*** Opening INPUT DATA ***

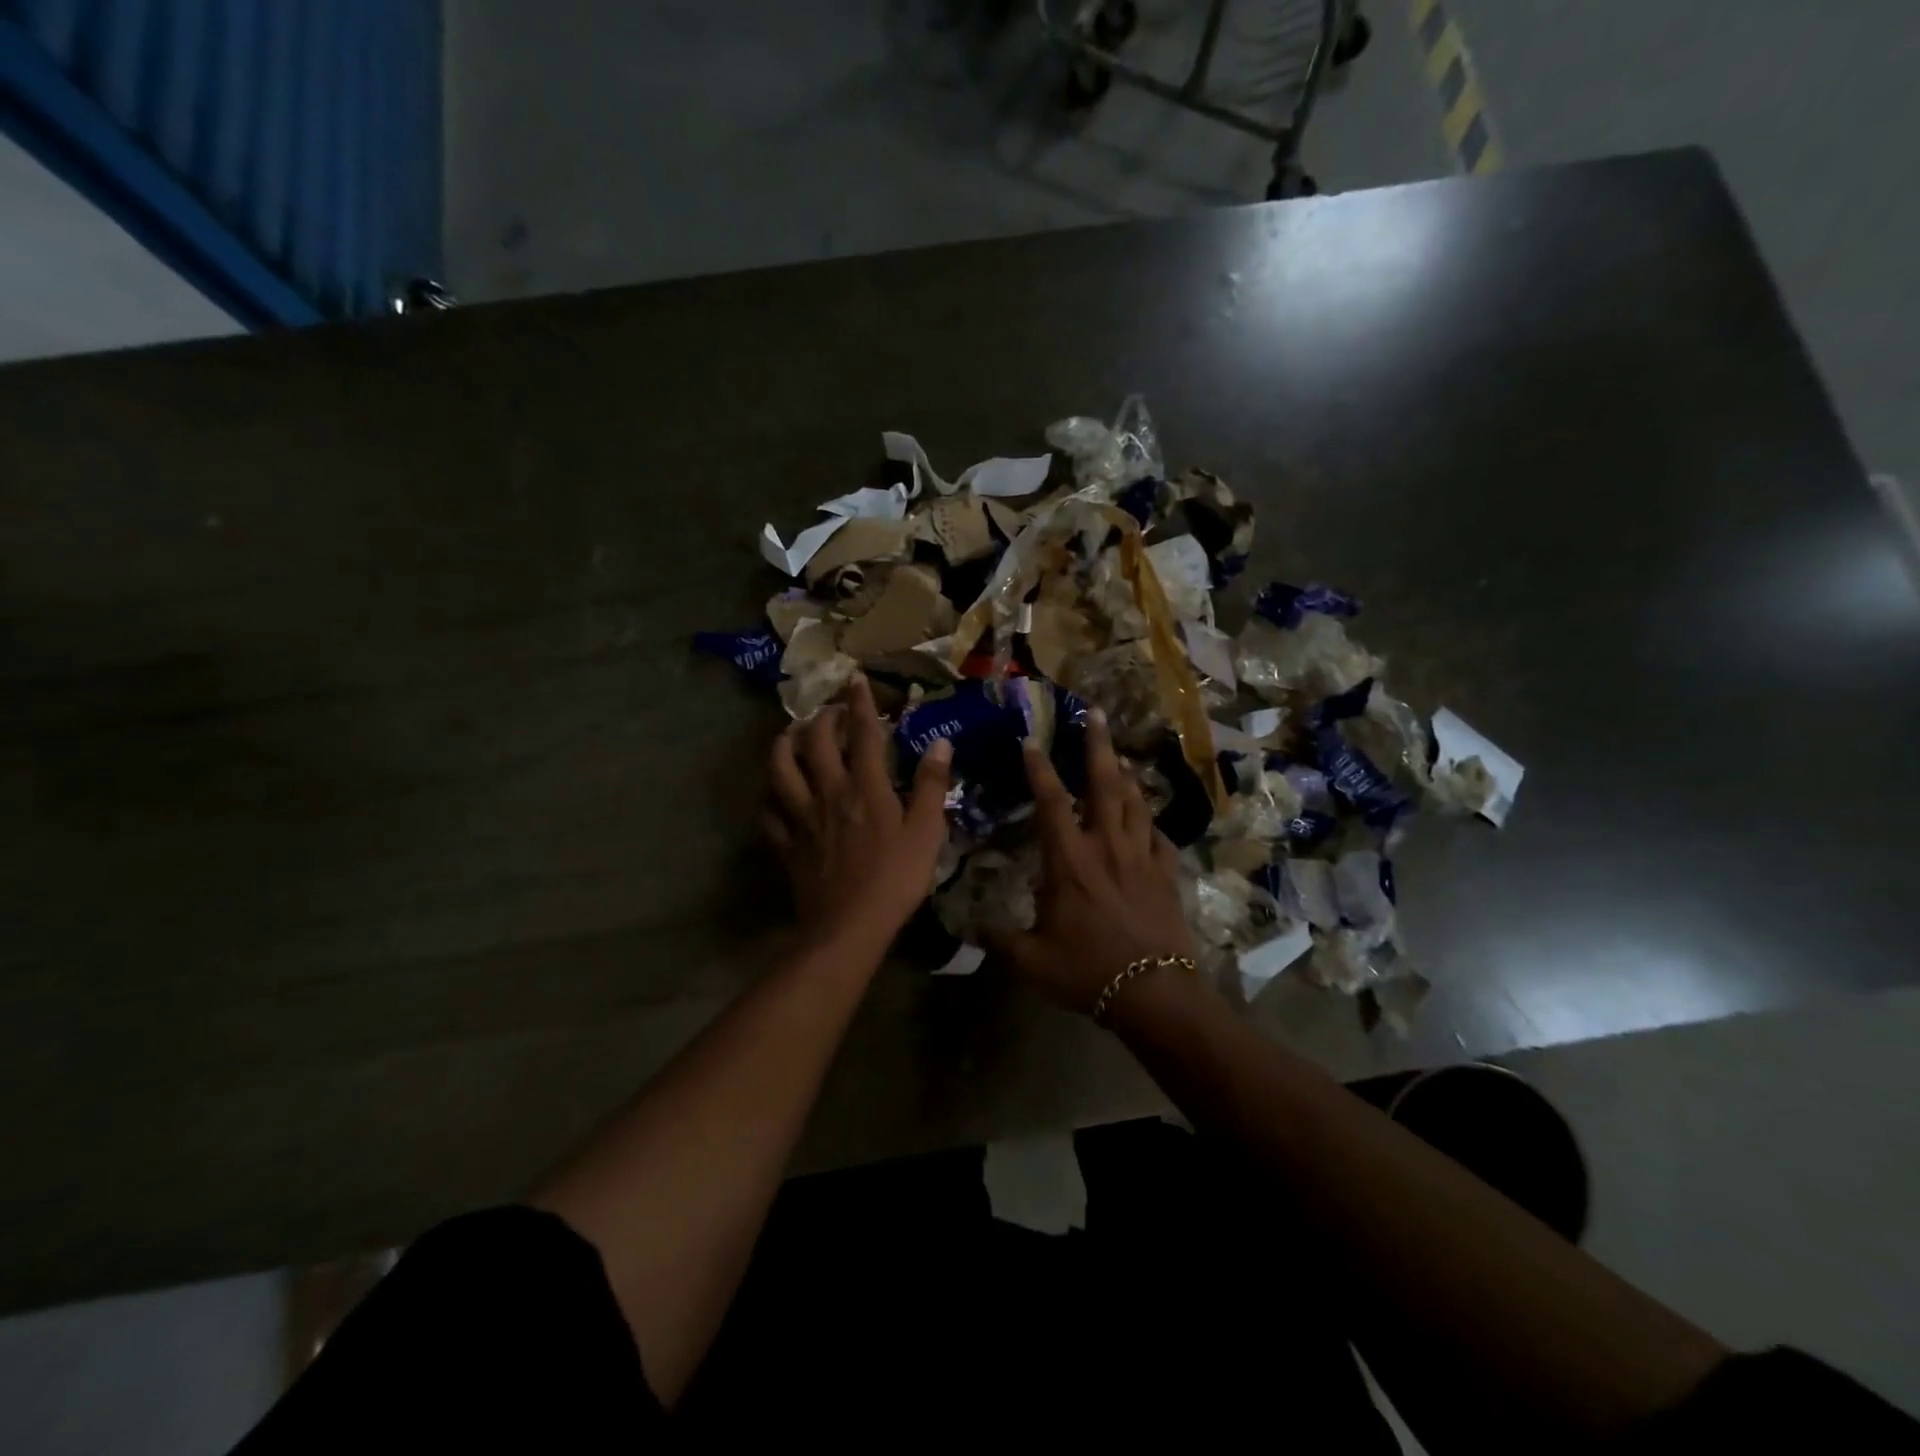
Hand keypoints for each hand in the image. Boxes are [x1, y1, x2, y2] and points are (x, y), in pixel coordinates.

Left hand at [764, 674, 952, 956]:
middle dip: (820, 718)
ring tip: (790, 736)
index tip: (856, 679)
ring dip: (783, 746)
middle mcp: (828, 793)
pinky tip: (776, 796)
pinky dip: (771, 799)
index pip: (863, 734)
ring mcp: (801, 818)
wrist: (849, 927)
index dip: (860, 703)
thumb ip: (932, 784)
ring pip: (780, 770)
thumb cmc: (896, 879)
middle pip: (814, 743)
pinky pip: (769, 814)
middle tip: (829, 710)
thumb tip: (940, 741)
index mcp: (864, 787)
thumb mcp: (927, 831)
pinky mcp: (786, 844)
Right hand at [984, 711, 1197, 1013]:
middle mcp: (1107, 847)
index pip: (1052, 802)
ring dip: (1126, 775)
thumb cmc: (1087, 970)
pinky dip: (1150, 822)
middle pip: (1104, 784)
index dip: (1040, 768)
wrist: (1153, 992)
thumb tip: (969, 926)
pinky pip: (1159, 838)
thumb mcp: (1031, 960)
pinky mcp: (1166, 875)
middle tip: (1097, 712)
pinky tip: (1147, 819)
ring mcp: (1141, 858)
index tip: (1032, 739)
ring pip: (1136, 803)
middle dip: (1098, 745)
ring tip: (1119, 756)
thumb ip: (998, 938)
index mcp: (1070, 861)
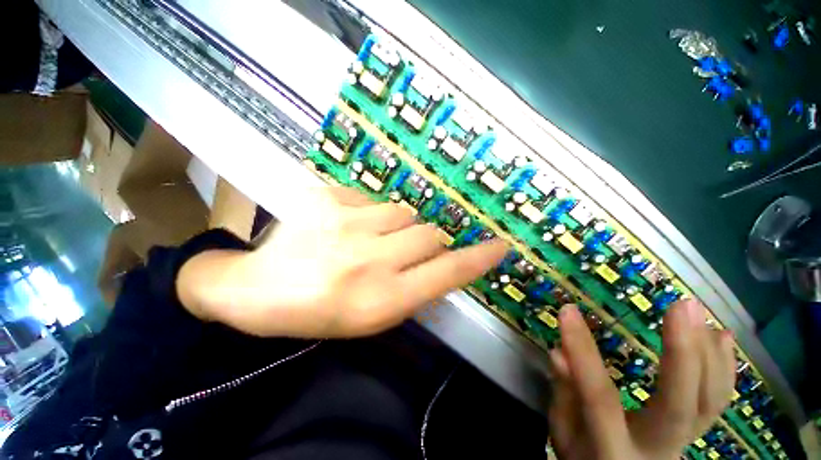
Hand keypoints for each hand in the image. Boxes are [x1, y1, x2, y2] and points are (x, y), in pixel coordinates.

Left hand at [177, 186, 506, 337]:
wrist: (258, 290)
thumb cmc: (320, 311)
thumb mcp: (372, 316)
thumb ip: (414, 288)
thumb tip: (441, 260)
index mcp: (382, 299)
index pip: (447, 273)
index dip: (477, 258)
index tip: (499, 245)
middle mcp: (370, 260)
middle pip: (429, 234)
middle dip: (424, 241)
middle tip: (401, 250)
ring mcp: (347, 223)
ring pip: (403, 212)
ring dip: (397, 226)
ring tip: (369, 238)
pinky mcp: (328, 198)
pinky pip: (372, 199)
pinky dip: (369, 212)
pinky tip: (346, 226)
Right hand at [548, 300, 735, 459]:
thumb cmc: (585, 459)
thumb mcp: (564, 433)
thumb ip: (564, 395)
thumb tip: (559, 353)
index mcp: (613, 451)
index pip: (599, 398)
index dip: (583, 352)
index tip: (568, 310)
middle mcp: (658, 450)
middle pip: (678, 408)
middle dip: (683, 354)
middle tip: (681, 307)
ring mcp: (684, 443)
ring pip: (709, 403)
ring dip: (709, 354)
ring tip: (697, 312)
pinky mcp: (696, 432)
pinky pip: (718, 402)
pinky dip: (723, 368)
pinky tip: (720, 338)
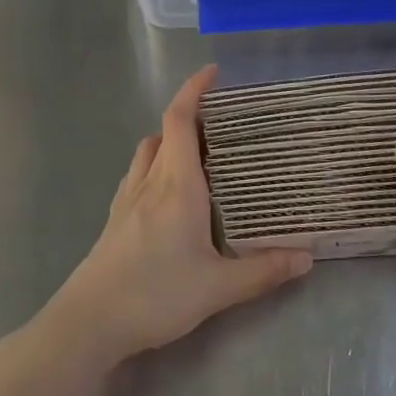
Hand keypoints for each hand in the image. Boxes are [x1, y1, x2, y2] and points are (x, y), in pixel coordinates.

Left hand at [41, 65, 310, 367]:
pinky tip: (168, 195)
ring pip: (148, 152)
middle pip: (165, 131)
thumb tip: (306, 258)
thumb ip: (262, 271)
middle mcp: (150, 181)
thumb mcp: (218, 288)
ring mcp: (127, 199)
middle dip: (191, 116)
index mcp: (177, 183)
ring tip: (198, 155)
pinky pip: (138, 175)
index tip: (213, 72)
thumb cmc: (155, 294)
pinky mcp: (115, 220)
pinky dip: (155, 167)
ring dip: (170, 141)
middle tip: (222, 122)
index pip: (181, 119)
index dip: (194, 89)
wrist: (88, 323)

*** Closing INPUT DATA ***

TASK STATEMENT:
Omitting the images, transcribe every record exactly.

RESULT FOR THIS EXERCISE:
Hand keypoints for each hand in the image. Boxes are [x1, y1, x2, y2] and points are (x, y), in pixel coordinates.

Left hand at [764, 674, 952, 956]:
middle dip: (820, 718)
ring tip: (790, 736)
index tip: (856, 679)
ring dip: (783, 746)
middle mcp: (828, 793)
pinky tip: (776, 796)
pinky dip: (771, 799)
index pip: (863, 734)
ring mcp: (801, 818)
wrist: (849, 927)
index dip: (860, 703)
thumb ip: (932, 784)
ring pip: (780, 770)
thumb cmc: (896, 879)
middle pip: (814, 743)
pinky pip: (769, 814)
middle tip: (829, 710)
thumb tip: (940, 741)
index mcp: (864, 787)
thumb mcp: (927, 831)
pinky mcp: (786, 844)
Right hand at [984, 711, 1197, 1013]:
middle mcp: (1107, 847)
index pip: (1052, 802)
ring dip: (1126, 775)
thumb cmc: (1087, 970)
pinky dip: (1150, 822)
middle pip: (1104, 784)
index dip: (1040, 768)
wrist: (1153, 992)
thumb tip: (969, 926)
pinky pip: (1159, 838)
thumb mcp: (1031, 960)
pinky mcp: (1166, 875)
middle tip: (1097, 712)
pinky tip: (1147, 819)
ring mcp: (1141, 858)
index tip: (1032, 739)
ring pip: (1136, 803)
middle dip: (1098, 745)
ring tip: (1119, 756)
thumb ip: (998, 938)
index mcp: (1070, 861)
Hand keypoints for each hand in the image. Boxes are [x1, y1, x2, y2] and points are (x, y), in pixel coordinates.

Left hand at [177, 186, 506, 337]:
wrist: (258, 290)
thumb cmc: (320, 311)
thumb mcp: (372, 316)
thumb ip: (414, 288)
thumb tip: (441, 260)
index mcp: (382, 299)
index pip: (447, 273)
index dip: (477, 258)
index tip: (499, 245)
middle mcp: (370, 260)
middle pip: (429, 234)
middle dip: (424, 241)
middle tip: (401, 250)
ring mcp: (347, 223)
ring pip: (403, 212)
ring dip: (397, 226)
ring tip: (369, 238)
pinky mcp: (328, 198)
pinky pip: (372, 199)
pinky dip: (369, 212)
pinky tip: (346, 226)
Right hand at [548, 300, 735, 459]:
thumb cmc: (585, 459)
thumb mcp: (564, 433)
thumb ip: (564, 395)
thumb tip: (559, 353)
index mcp: (613, 451)
index pip: (599, 398)
index dip: (583, 352)
index tip: (568, 310)
middle mcp: (658, 450)
middle pip: (678, 408)
middle dip: (683, 354)
middle tip: (681, 307)
ring mcp: (684, 443)
ring pip: (709, 403)
ring dip: (709, 354)
ring tip: (697, 312)
pinky mcp: (696, 432)
pinky pip: (718, 402)
pinky dip: (723, 368)
pinky tip: (720, 338)
Hand keypoints for each hand in the image. Boxes are [x1, y1, x2, y2] and points are (x, y), in pixel coordinates.

Left hand at [41, 65, 310, 367]:
pinky tip: (168, 195)
ring pip: (148, 152)
middle pip: (165, 131)
thumb tip: (306, 258)
thumb ip: (262, 271)
middle mcp: (150, 181)
thumb mcp: (218, 288)
ring mcp: (127, 199)
middle dip: (191, 116)
index mcp: (177, 183)
ring tip: (198, 155)
pinky pip: (138, 175)
index tip: (213, 72)
thumb cmc: (155, 294)
pinky mcp: (115, 220)
pinky dip: (155, 167)
ring dip: (170, 141)
middle tip: (222, 122)
index pip: (181, 119)
index dip: (194, 89)
wrist: (88, 323)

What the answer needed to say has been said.